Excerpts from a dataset
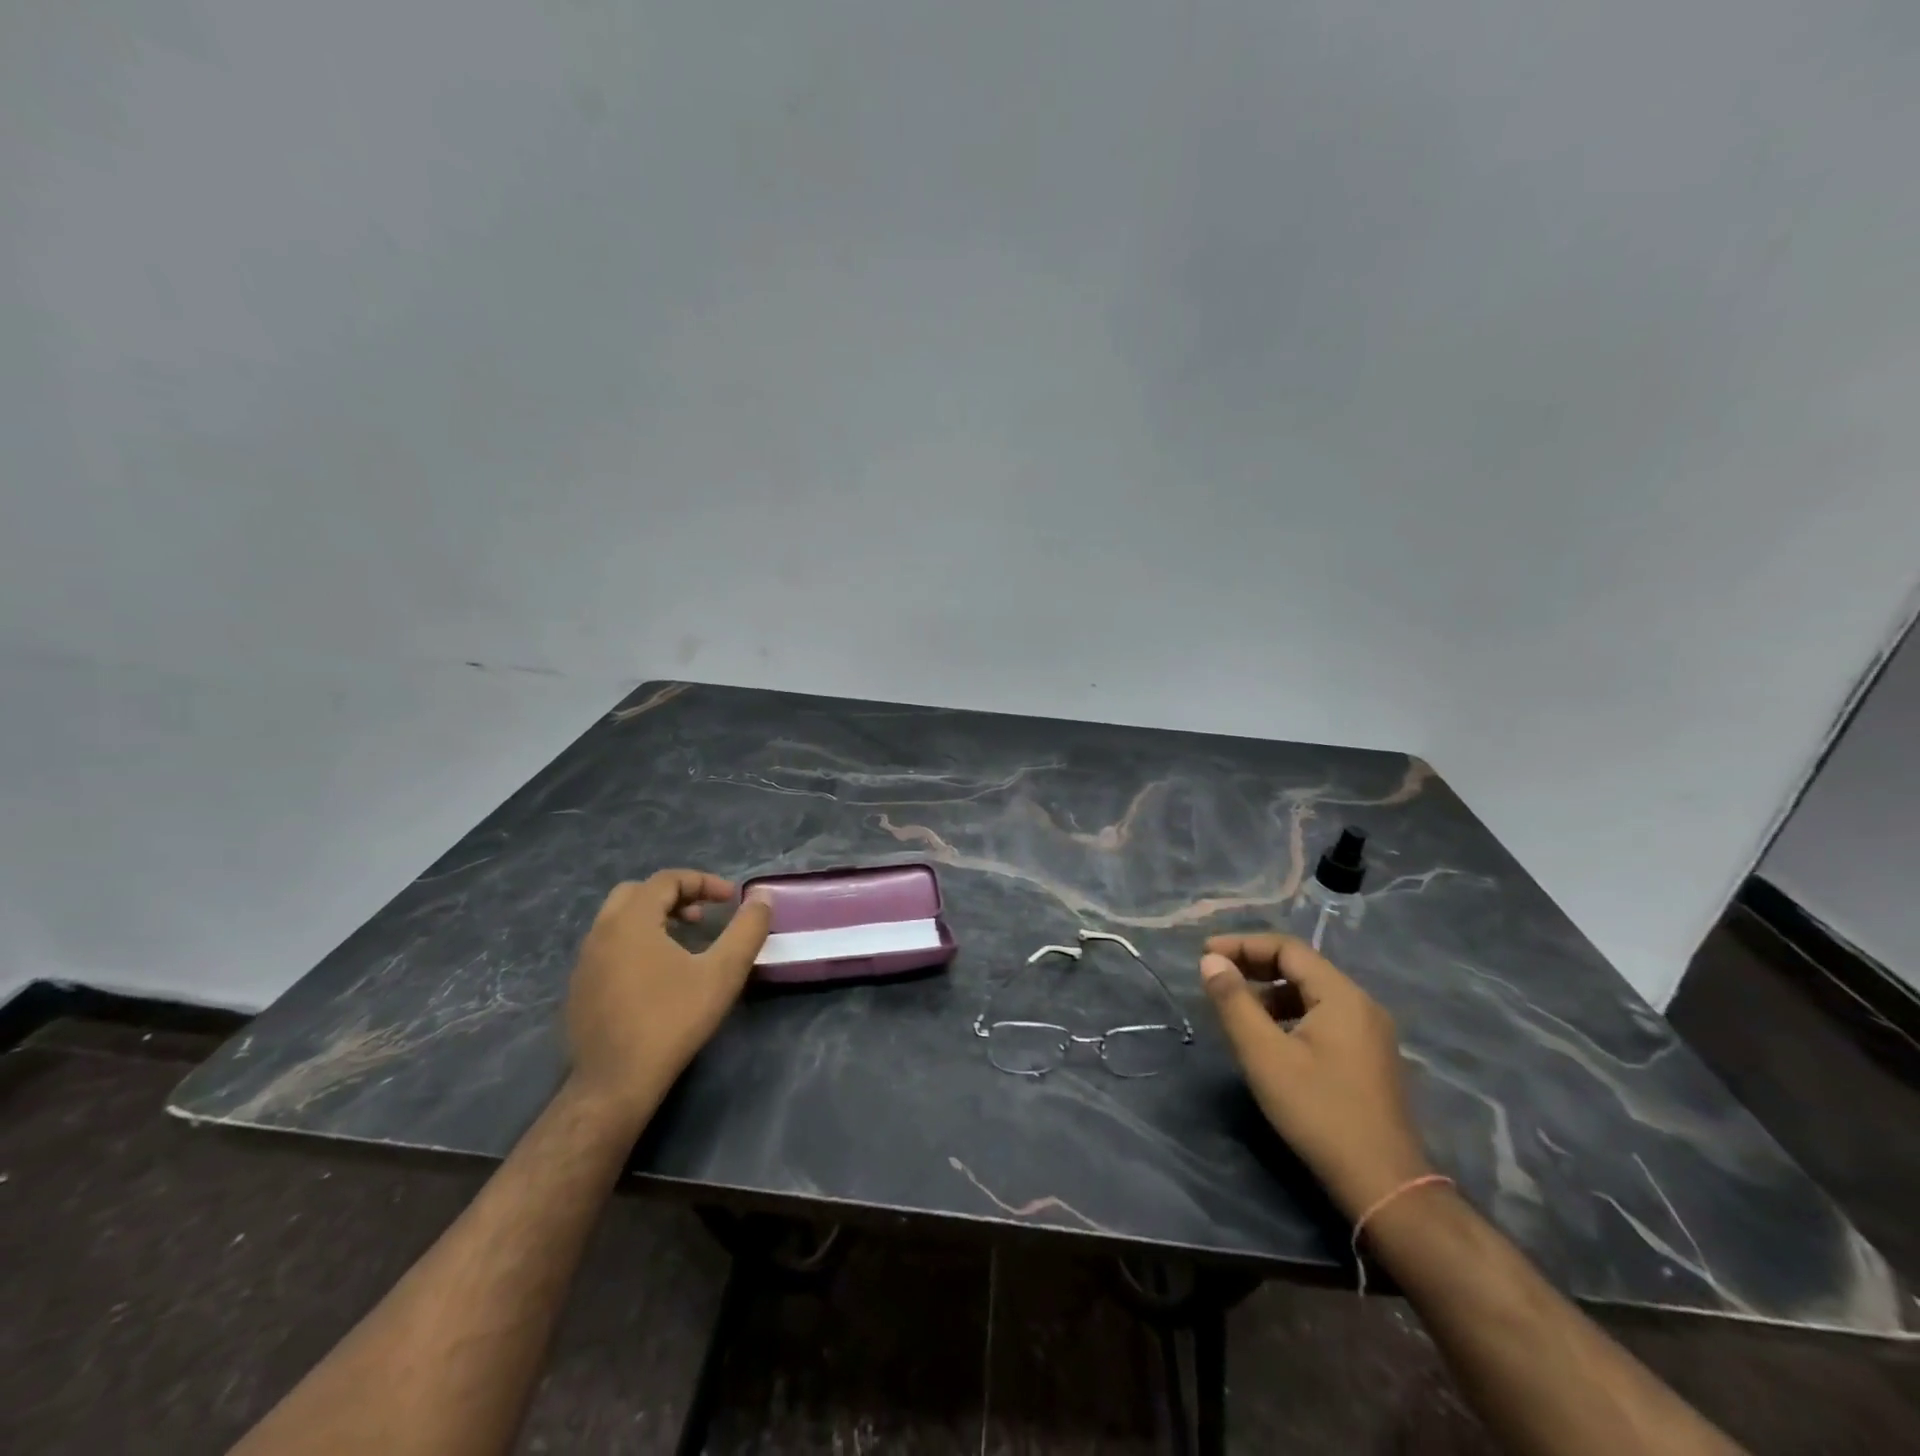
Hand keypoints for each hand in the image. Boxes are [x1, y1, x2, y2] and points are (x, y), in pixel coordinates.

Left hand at [565, 870, 770, 1121]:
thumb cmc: (672, 1020)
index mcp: (630, 920)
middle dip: (674, 896)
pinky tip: (657, 976)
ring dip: (654, 919)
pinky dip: (635, 943)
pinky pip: (608, 947)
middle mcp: (601, 932)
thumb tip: (762, 897)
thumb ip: (746, 930)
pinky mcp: (579, 988)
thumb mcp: (722, 973)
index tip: (730, 899)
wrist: (615, 1083)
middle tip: (702, 916)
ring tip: (684, 942)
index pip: (667, 879)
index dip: (703, 882)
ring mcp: (584, 962)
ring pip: (619, 920)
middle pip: (638, 893)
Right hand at [1201, 934, 1433, 1219]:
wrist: (1384, 1184)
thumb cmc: (1318, 1112)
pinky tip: (1269, 1038)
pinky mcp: (1369, 1058)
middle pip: (1301, 967)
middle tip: (1216, 975)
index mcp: (1342, 996)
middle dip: (1255, 966)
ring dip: (1271, 992)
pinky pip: (1323, 1017)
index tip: (1205, 953)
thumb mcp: (1264, 1055)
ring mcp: (1370, 1033)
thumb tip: (1210, 960)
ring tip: (1236, 1008)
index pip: (1287, 948)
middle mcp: (1361, 1005)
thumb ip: (1234, 1002)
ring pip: (1312, 994)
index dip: (1243, 945)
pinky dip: (1290, 1014)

Problem to solve: Repeat exactly, and only, the lines from the one containing "middle dip: (674, 896)" through the last line above.

Problem solution:
middle dip: (674, 896)
pinky tip: (657, 976)
ring dip: (654, 919)
pinky dip: (635, 943)
pinky pip: (608, 947)
middle mcp: (601, 932)
thumb tip: (762, 897)
thumb ip: (746, 930)
pinky mcp: (579, 988)
thumb mcp: (722, 973)
index tip: (730, 899)
wrist: (615, 1083)
middle tip: (702, 916)
ring tip: (684, 942)
index pip: (667, 879)
index dip: (703, 882)
ring mcp: (584, 962)
ring pip: (619, 920)
middle pip: (638, 893)
Right hand at [1201, 934, 1433, 1219]:
wrist: (1384, 1184)
thumb cmc: (1318, 1112)
pinky tip: (1269, 1038)
pinky mcp: (1369, 1058)
middle pip: (1301, 967)
middle tip: (1216, 975)
index mcp: (1342, 996)
middle dip: (1255, 966)
ring dip: (1271, 992)
pinky pip: (1323, 1017)
index tip: (1205, 953)
thumb mcp: (1264, 1055)
ring mcp: (1370, 1033)
thumb tip: (1210, 960)
ring tip: (1236, 1008)
index pip: (1287, 948)
middle mcp: (1361, 1005)
thumb ip: (1234, 1002)
ring pip: (1312, 994)
index dip: (1243, 945)
pinky dip: (1290, 1014)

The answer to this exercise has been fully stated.